Honduras will move its embassy in Israel to Jerusalem by the end of June, joining the United States in the historic decision to open a diplomatic post in Israel’s capital.
Senior adviser to the Israeli minister of regional cooperation David Aaronson tweeted Tuesday celebrating Honduras's decision to move its mission to Jerusalem.
Honduran president Juan Orlando Hernández Alvarado will arrive in Israel on June 23, according to Israeli newspaper Israel Hayom.
Hernández announced in 2019 that the Latin American country would move its embassy from Tel Aviv to Jerusalem, but the move was delayed due to the coronavirus pandemic and Israeli political changes. Israel will in turn open its own embassy in Tegucigalpa, the capital of Honduras.
Honduras will become the fourth country to open an embassy in Jerusalem, after Kosovo, Guatemala, and the United States. Both Kosovo and Guatemala followed in the footsteps of the United States, which made the move in 2018.
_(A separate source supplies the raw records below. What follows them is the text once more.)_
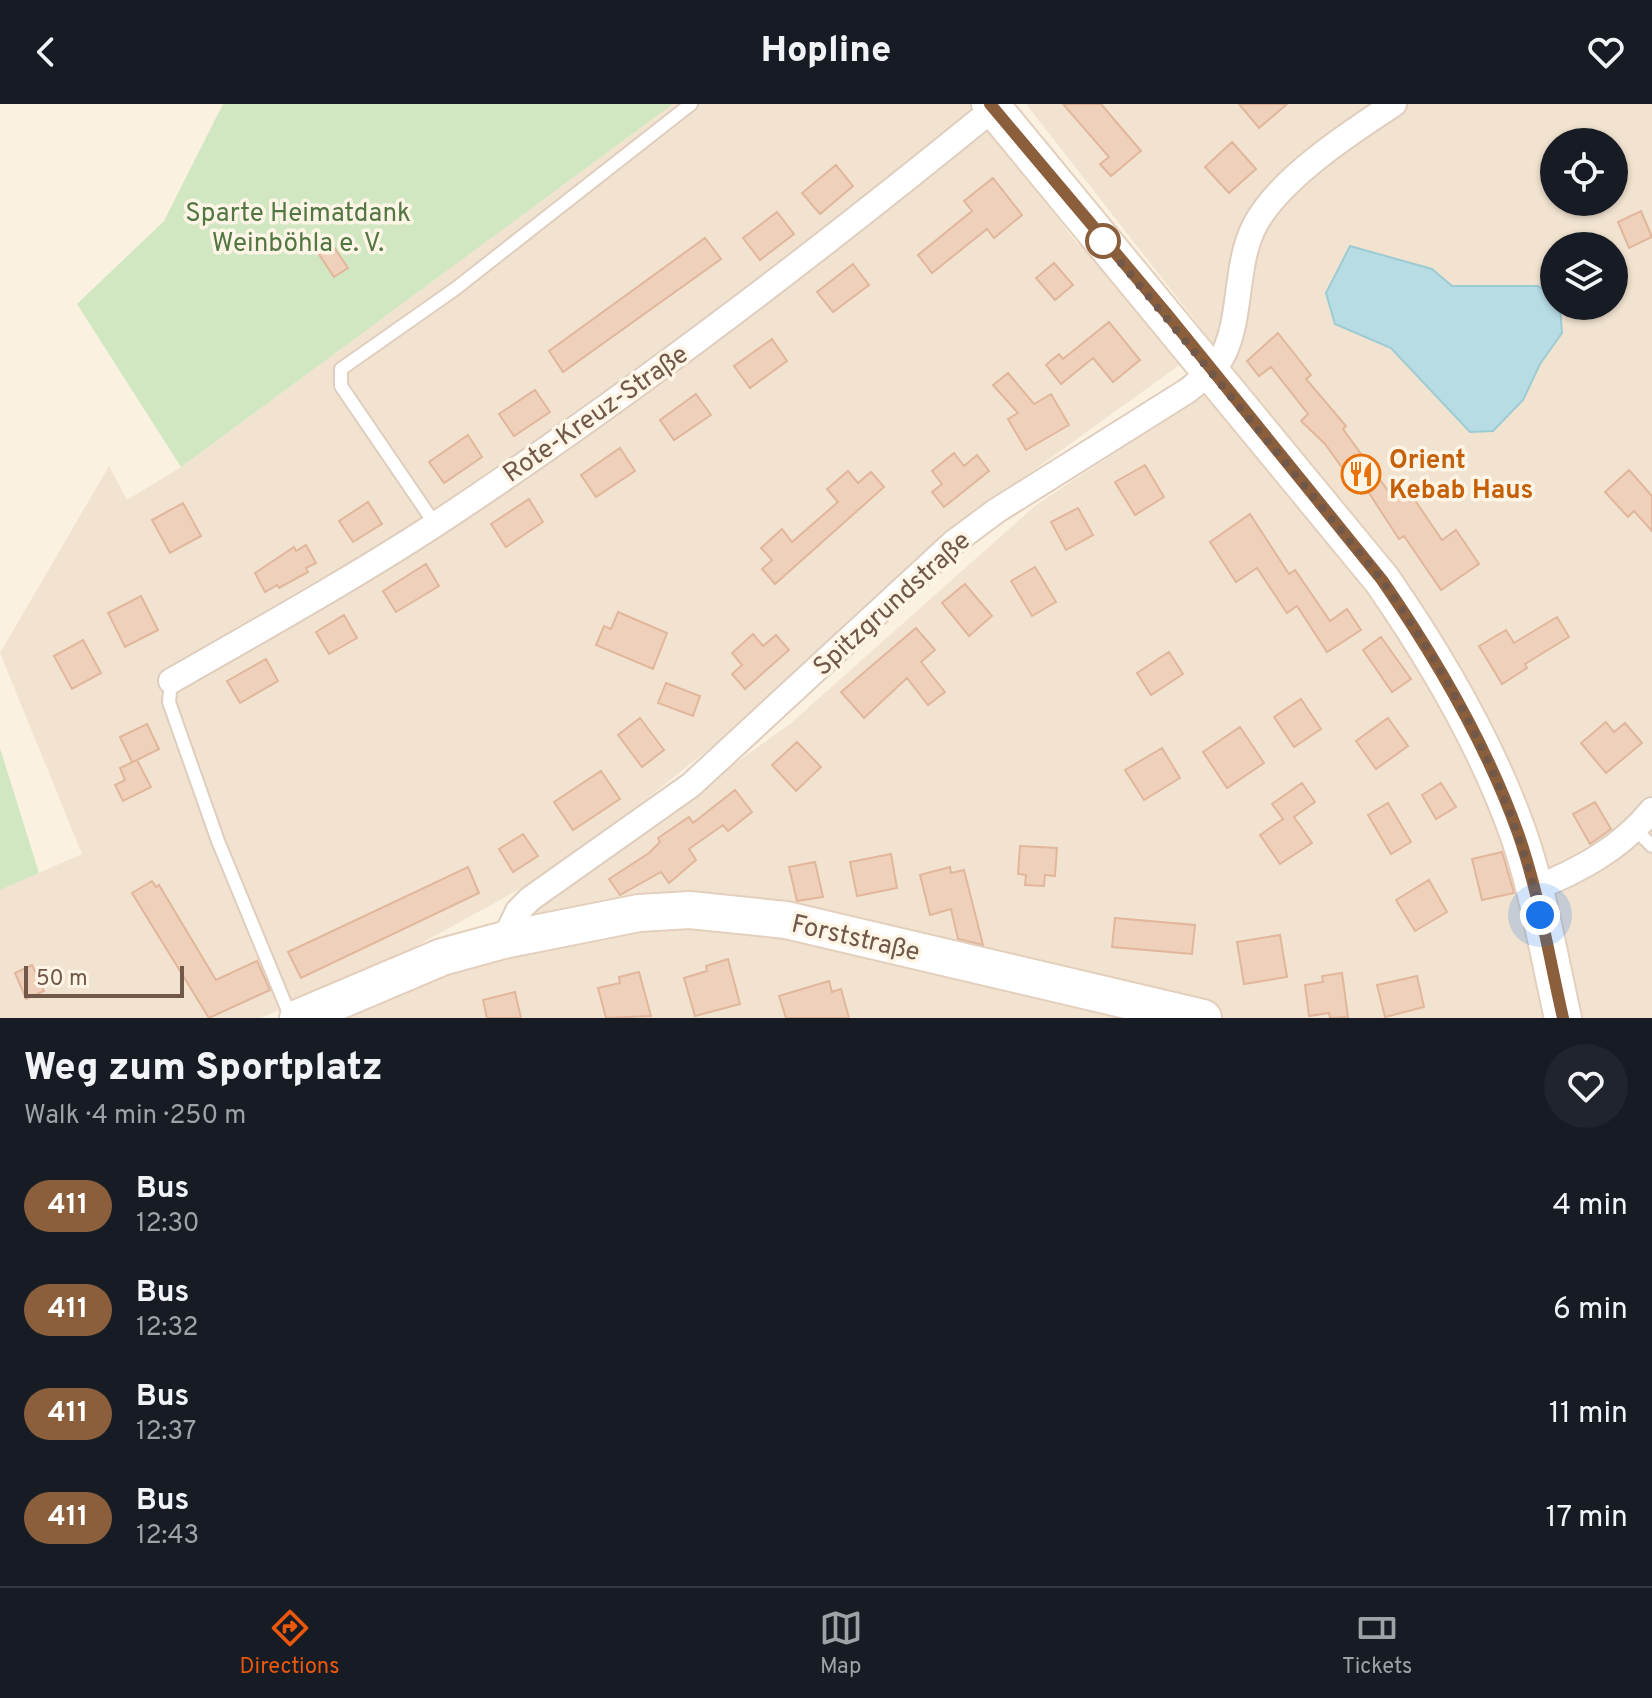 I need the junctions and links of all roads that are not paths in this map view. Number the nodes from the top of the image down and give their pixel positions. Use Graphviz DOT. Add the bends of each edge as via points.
graph roads {
  1 [pos="691,104"];
  2 [pos="1394,104"];
  3 [pos="992,106"];
  4 [pos="1210,372"];
  5 [pos="435,524"];
  6 [pos="171,681"];
  7 [pos="1652,810"];
  8 [pos="1644,838"];
  9 [pos="1534,889"];
  10 [pos="504,940"];
  11 [pos="291,1018"];
  12 [pos="298,1018"];
  13 [pos="1203,1018"];
  14 [pos="1563,1018"];
  1 -- 5 [label="lane" via="455,289 341,369 341,386"];
  2 -- 4 [label="street, Spitzgrundstraße" via="1324,151 1260,217 1247,247 1225,351"];
  3 -- 4 [label="street"];
  3 -- 5 [label="street, Rote-Kreuz-Straße" via="806,261"];
  4 -- 9 [label="street" via="1405,613 1500,785"];
  4 -- 10 [label="street, Spitzgrundstraße" via="953,543 691,785 530,899"];
  5 -- 6 [label="street, Rote-Kreuz-Straße"];
  6 -- 11 [label="lane" via="169,702 213,826"];
  7 -- 8 [label="street"];
  8 -- 9 [label="street" via="1625,841"];
  9 -- 14 [label="street"];
  10 -- 12 [label="street" via="442,957"];
  10 -- 13 [label="street, Forststraße" via="639,913 716,911 786,920"];
} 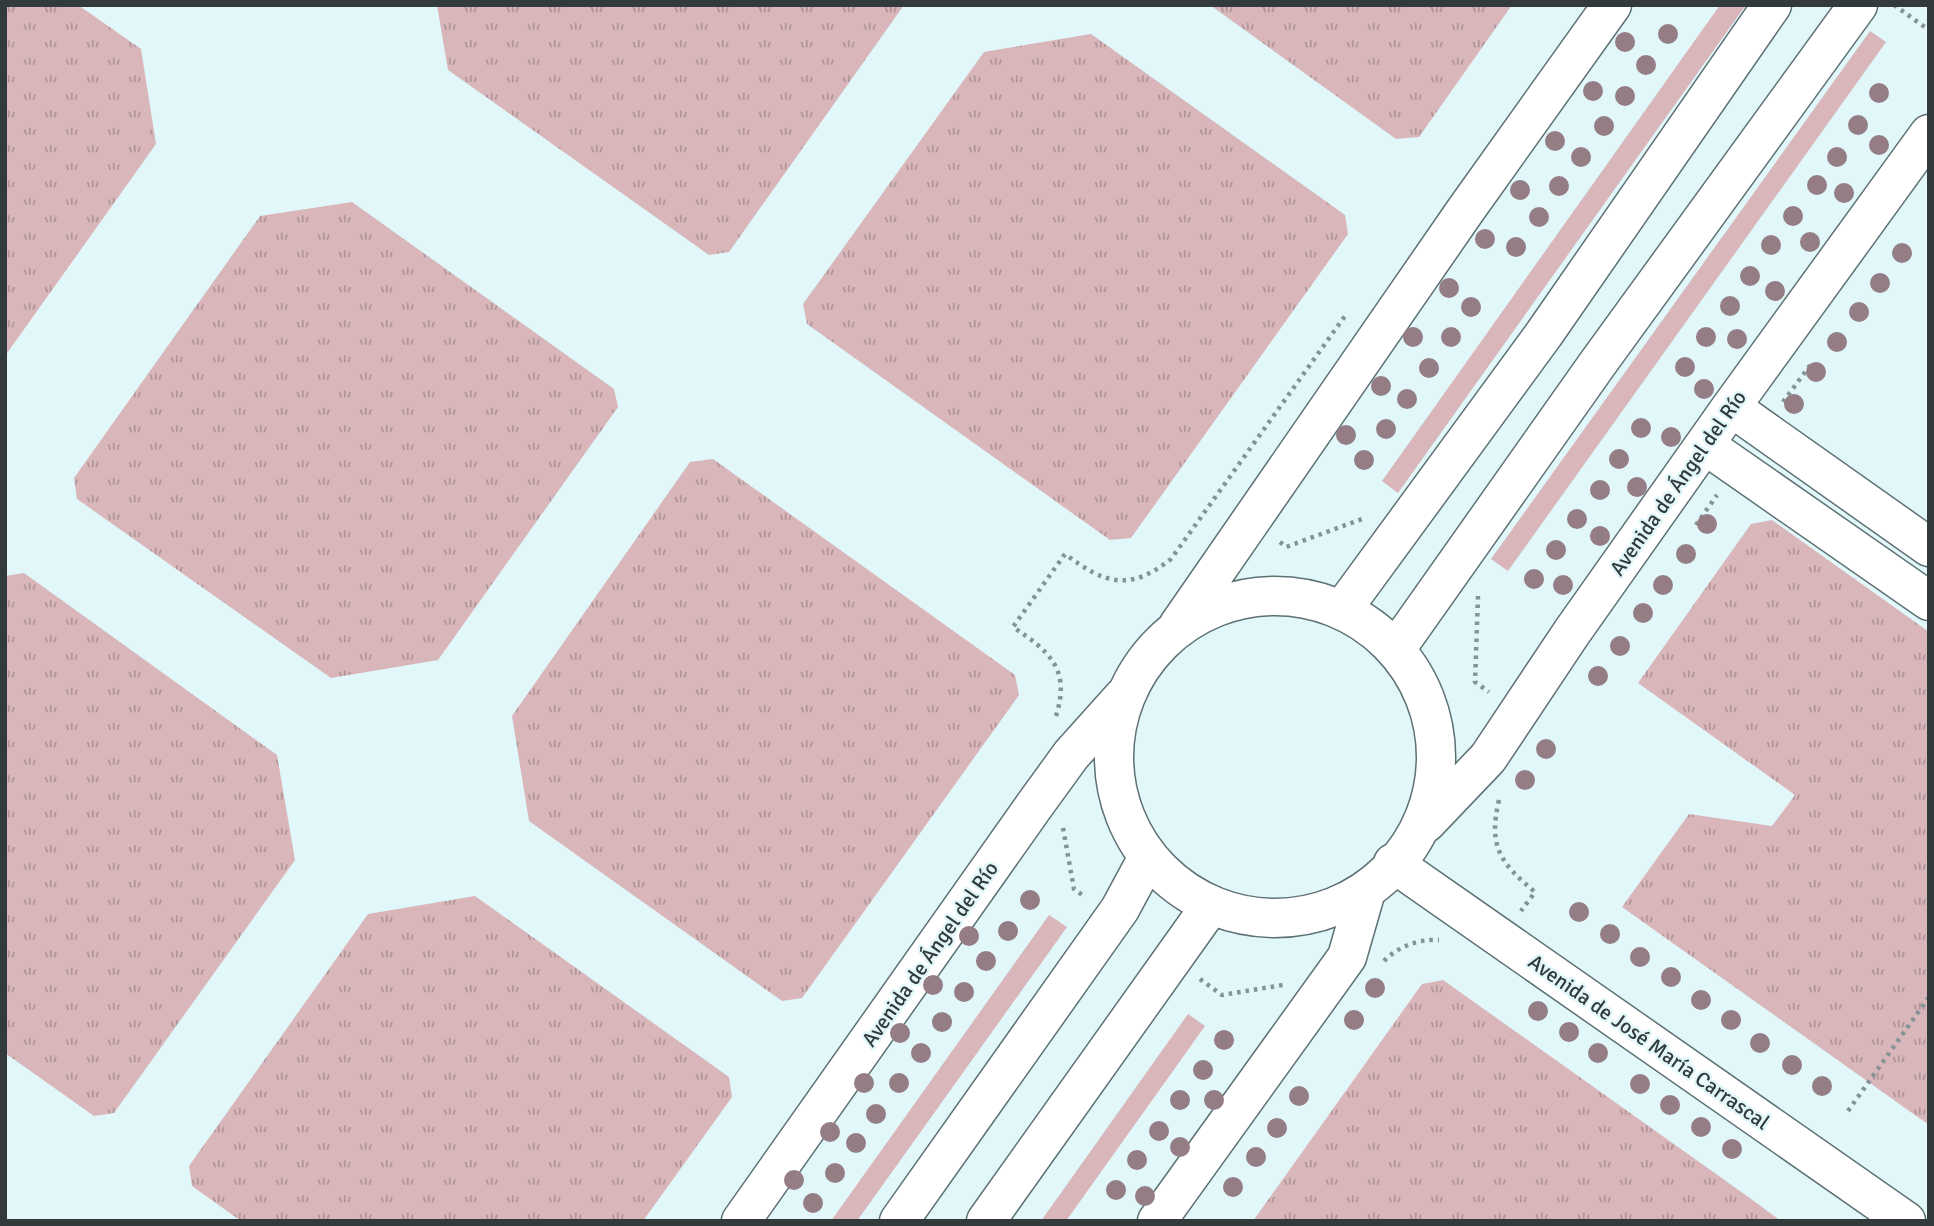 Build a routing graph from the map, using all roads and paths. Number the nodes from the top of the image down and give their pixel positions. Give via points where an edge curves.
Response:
1 (1612, 5) edge
2 (1772, 5) edge
3 (1858, 5) edge
4 (1894, 5) edge
5 (1929, 30) edge
6 (1929, 134) edge
7 (1350, 308) dead end
8 (1731, 407) junction
9 (1705, 445) junction
10 (1720, 491) dead end
11 (1696, 525) dead end
12 (1929, 547) edge
13 (1929, 601) edge
14 (1342, 610) junction
15 (1175, 630) junction
16 (1396, 649) junction
17 (1127, 693) junction
18 (1053, 722) dead end
19 (1499, 799) dead end
20 (1422, 827) junction
21 (1148, 857) junction
22 (1393, 863) junction
23 (1366, 891) junction
24 (1535, 892) dead end
25 (1211, 905) junction
26 (1448, 942) dead end
27 (1381, 964) dead end
28 (1929, 997) edge
29 (1848, 1111) dead end
30 (741, 1221) edge
31 (899, 1221) edge
32 (986, 1221) edge
33 (1157, 1221) edge
34 (1906, 1221) edge

1 - 15 street
2 - 14 street via 1544,334
3 - 16 street
4 - 5 path
6 - 8 street, Avenida de Ángel del Río
7 - 18 path via 1171,559 1144,578 1119,580 1097,576 1065,554 1041,586 1013,627 1044,647 1056,665 1061,697
8 - 9 street, Avenida de Ángel del Río
8 - 12 street
9 - 13 street
9 - 20 street, Avenida de Ángel del Río via 1488,758
10 - 11 path
14 - 15 street via 1286,596 1227,603
14 - 16 street
15 - 17 street via 1146,660
16 - 20 street via 1423,689 1436,735 1436,782
17 - 21 street via 1115,735 1115,778 1126,820
17 - 30 street, Avenida de Ángel del Río via 1048,785
19 - 24 path via 1494,830 1503,862
20 - 22 street, Avenida de Ángel del Río
21 - 25 street via 1177,885
21 - 31 street via 1120,909
22 - 23 street, Avenida de Ángel del Río
22 - 34 street, Avenida de José María Carrascal
23 - 25 street via 1330,909 1291,918 1250,917
23 - 33 street via 1347,957
25 - 32 street
26 - 27 path via 1410,944
28 - 29 path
Though the United States' move was excoriated by Democrats at the time, the Trump administration's foreign policy leaders consider it to have been the first step in forging the historic Abraham Accords, a peace deal reached between Israel and Gulf countries brokered by the United States. The Biden administration has backed away from the accords, canceling a summit to further the peace deal’s agenda that was set to take place in Washington.